Syria to Top Agenda at Summit in Baghdad

27 March 2012 | 16:58 Code : 1899330 Latest Headlines

(BAGHDAD) — Arab leaders will offer plans this week to break the political "stalemate" that has engulfed Syria but they won't demand the resignation of President Bashar Assad, Iraq's top diplomat says.

Iraqi Foreign Minister Hoshyar Zebari says opposition forces to Assad's regime need to agree on a single strategy for ending the yearlong crisis in Syria. The issue will be at the top of the agenda of the three-day Arab League summit that begins Tuesday in Baghdad.

 

A meeting of the League's 21 invited nations will open the event Tuesday. It will end Thursday with a summit of the nation's rulers and heads of government. There are 22 nations that make up the Arab League, but Syria has not been invited to the annual event, held in Iraq this year for the first time in a generation.

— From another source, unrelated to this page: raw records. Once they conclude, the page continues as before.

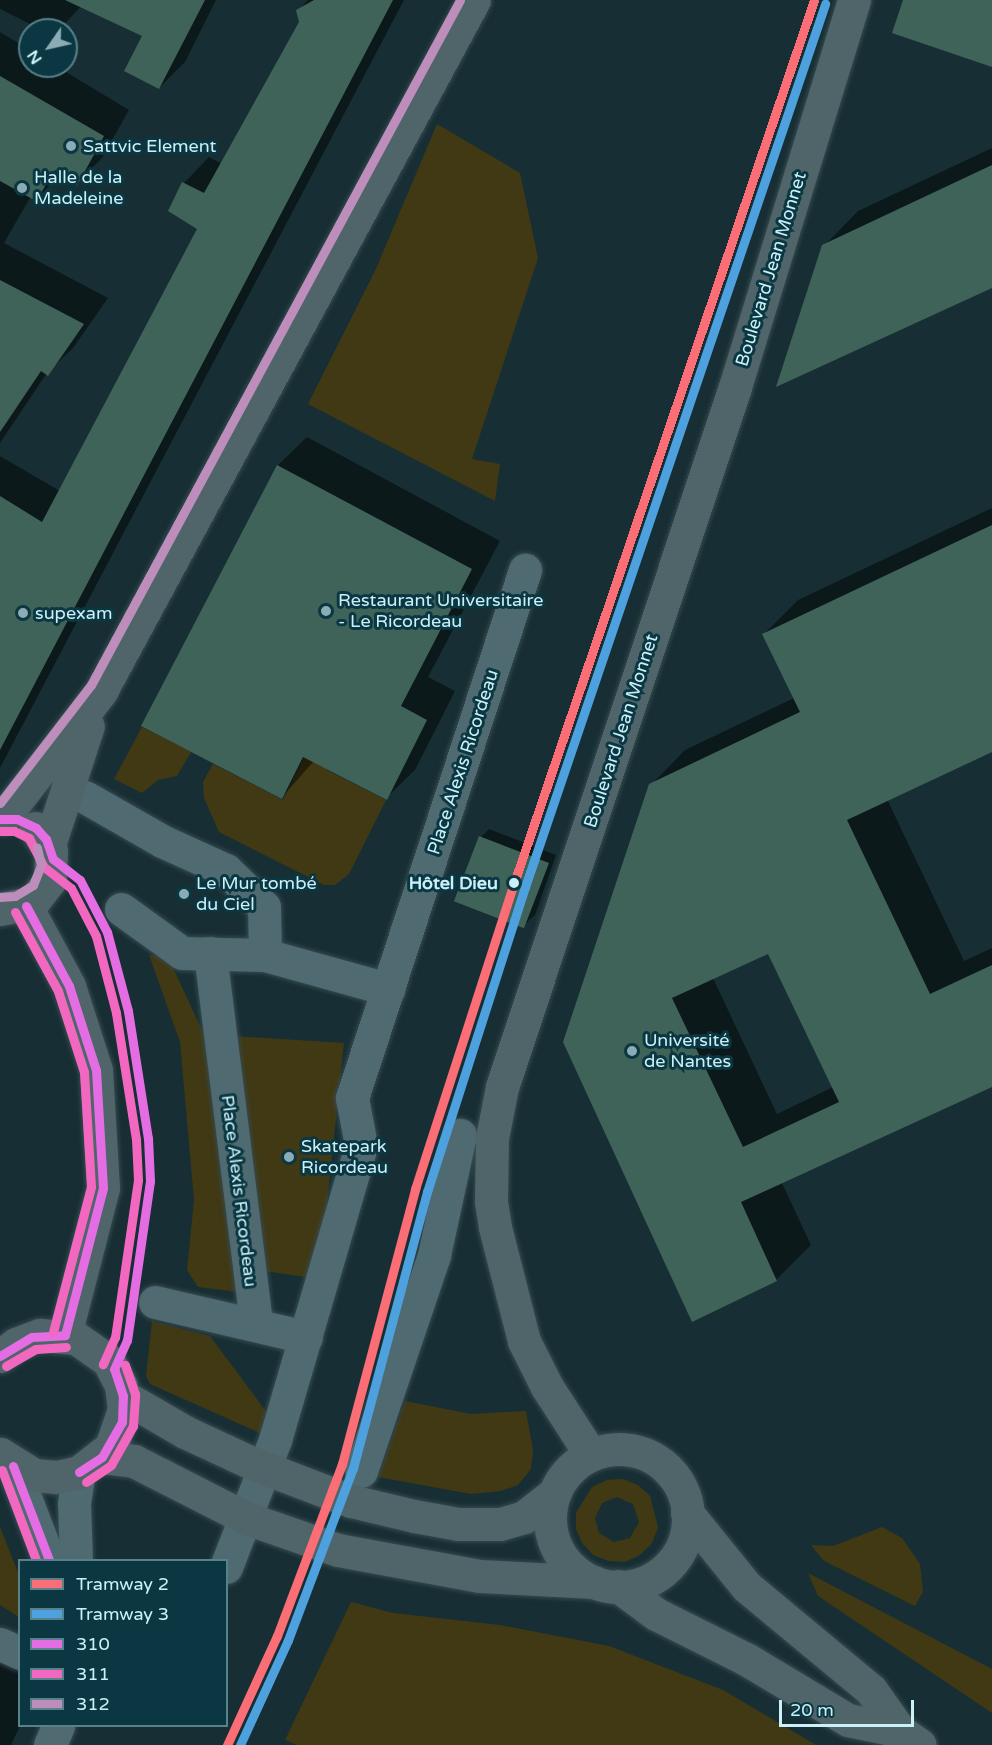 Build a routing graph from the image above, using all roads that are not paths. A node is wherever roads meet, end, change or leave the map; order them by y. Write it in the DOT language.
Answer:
graph roads {
  1 [pos="474,0"];
  2 [pos="854,0"];
  3 [pos="525,570"];
  4 [pos="101,691"];
  5 [pos="85,797"];
  6 [pos="2,819"];
  7 [pos="49,845"];
  8 [pos="13,908"];
  9 [pos="121,909"];
  10 [pos="210,953"];
  11 [pos="265,955"];
  12 [pos="388,988"];
  13 [pos="460,1135"];
  14 [pos="155,1302"];
  15 [pos="256,1323"];
  16 [pos="64,1335"];
  17 [pos="306,1337"];
  18 [pos="5,1348"];
  19 [pos="123,1396"];
  20 [pos="591,1455"];
  21 [pos="7,1460"];
  22 [pos="91,1465"];
  23 [pos="266,1468"];
  24 [pos="361,1471"];
  25 [pos="555,1494"];
  26 [pos="687,1514"];
  27 [pos="237,1542"];
  28 [pos="49,1559"];
  29 [pos="76,1559"];
  30 [pos="606,1584"];
  31 [pos="0,1644"];
  32 [pos="18,1652"];
  33 [pos="57,1727"];
  34 [pos="910,1738"];
  35 [pos="50,1745"];
  1 -- 4 [label="main road"];
  2 -- 20 [label="main road, Boulevard Jean Monnet"];
  3 -- 12 [label="street, Place Alexis Ricordeau"];
  4 -- 6 [label="main road"];
  4 -- 7 [label="main road"];
  5 -- 11 [label="street"];
  6 -- 7 [label="main road"];
  7 -- 8 [label="main road"];
  8 -- 16 [label="main road"];
  9 -- 10 [label="street"];
  10 -- 11 [label="street"];
  10 -- 15 [label="street, Place Alexis Ricordeau"];
  11 -- 12 [label="street"];
  12 -- 17 [label="street, Place Alexis Ricordeau"];
  13 -- 24 [label="street"];
  14 -- 15 [label="street"];
  15 -- 17 [label="street"];
  16 -- 18 [label="main road"];
  16 -- 19 [label="main road"];
  17 -- 23 [label="street, Place Alexis Ricordeau"];
  19 -- 22 [label="main road"];
  19 -- 23 [label="main road"];
  20 -- 25 [label="main road"];
  20 -- 26 [label="main road"];
  21 -- 22 [label="main road"];
  21 -- 28 [label="street"];
  22 -- 27 [label="main road"];
  22 -- 29 [label="street"];
  23 -- 25 [label="main road"];
  23 -- 27 [label="street, Place Alexis Ricordeau"];
  25 -- 30 [label="main road"];
  26 -- 30 [label="main road"];
  26 -- 34 [label="main road"];
  27 -- 30 [label="main road"];
  30 -- 34 [label="main road"];
  31 -- 32 [label="street"];
  33 -- 35 [label="street"];
} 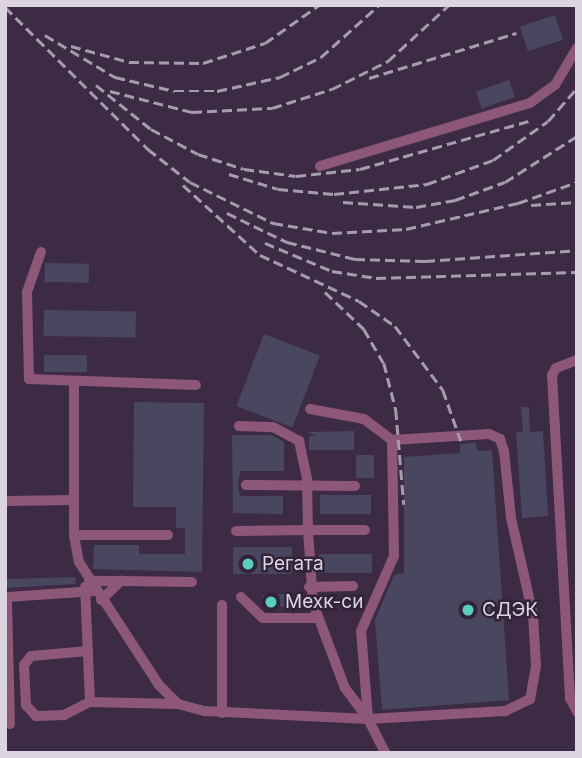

"There is a mounting crisis in Syria," Zebari told reporters in Baghdad on Monday. "There is daily killing, there is daily bloodshed, there is a stalemate in the political solution. What should be done? This is a responsibility on all the attendees at the conference."

He said leaders will likely agree on a "doable" solution to end the violence but "it's up to the Syrian people to determine their own future."

"It's not up to other countries to dictate to the Syrians what kind of leaders they have or don't have," he said. "I don't think there will be a call on Bashar to step aside."

The new plan will be similar to earlier League proposals for Assad to peacefully transfer power to his vice president until new, open elections can be held, Zebari said. The League also has called for an immediate cease-fire from both sides and humanitarian assistance to be allowed into the combat zones.

Syria has denounced the Arab League's criticism of the crackdown, saying those who oppose Assad are doing the bidding of the West.

Zebari also admonished Syrian opposition groups to come together with a unified plan for peace. He said opposition leaders are welcome to come to Baghdad after the summit ends to discuss possible proposals. Iraq will chair the League for one year after the summit closes.

"We are trying to search for solutions on how to help the Syrian people," he said. "With all our respect to the Syrian opposition ... the opposition should unite before anything else. The opposition should join ranks and have one vision."

The mounting crisis in Syria will be a top priority at the summit, during which Iraq's leaders will try to prove that their country has rejoined the Sunni-dominated Arab world after years of war, sanctions and American occupation.

But visiting Arab leaders, long wary of the ties between Iraq's Shiite-led government and Iran, may use Syria as a way to push Baghdad into picking a side in the bitter sectarian politics dividing the Middle East.

Iraqi state TV said ambassadors from Saudi Arabia and Bahrain — two kingdoms that have long been hostile to Iraq — arrived in Baghdad on Monday evening. Their appearance at the summit marked a sort of watershed event for Iraq, which until recently did not have normal diplomatic relations with either nation because former Iraqi dictator Saddam Hussein invaded Kuwait in 1990.

At Monday's news conference, Zebari took pains to maintain that Iraq does not want to meddle in the politics of other nations. He said another sectarian battle that has inflamed the region over the last year — the Shiite uprising against the Sunni monarchy in Bahrain — will not even be discussed at the summit. He said Bahrain's government has not put it on the agenda.

Syria has not been invited to the summit, but Zebari said discussing the crisis there was fair game because it "is a more pressing issue daily."

At least eight heads of government have committed to attending the summit, which is costing Iraq an estimated $500 million, he said.

Zebari also said Sudanese President Omar al-Bashir would not be arrested if he attends the summit. Al-Bashir is wanted by the International Criminal Court on genocide charges for alleged atrocities in Darfur.

Security was at an all-time high ahead of the summit opening Tuesday, with most roads across downtown Baghdad blocked off and SWAT teams and plainclothes investigators patrolling the streets.

Al-Qaida has warned that it wants to prove how weak Iraq's security remains, and officials were bracing for widespread attacks during the summit, such as the ones that killed 46 people across the country last week.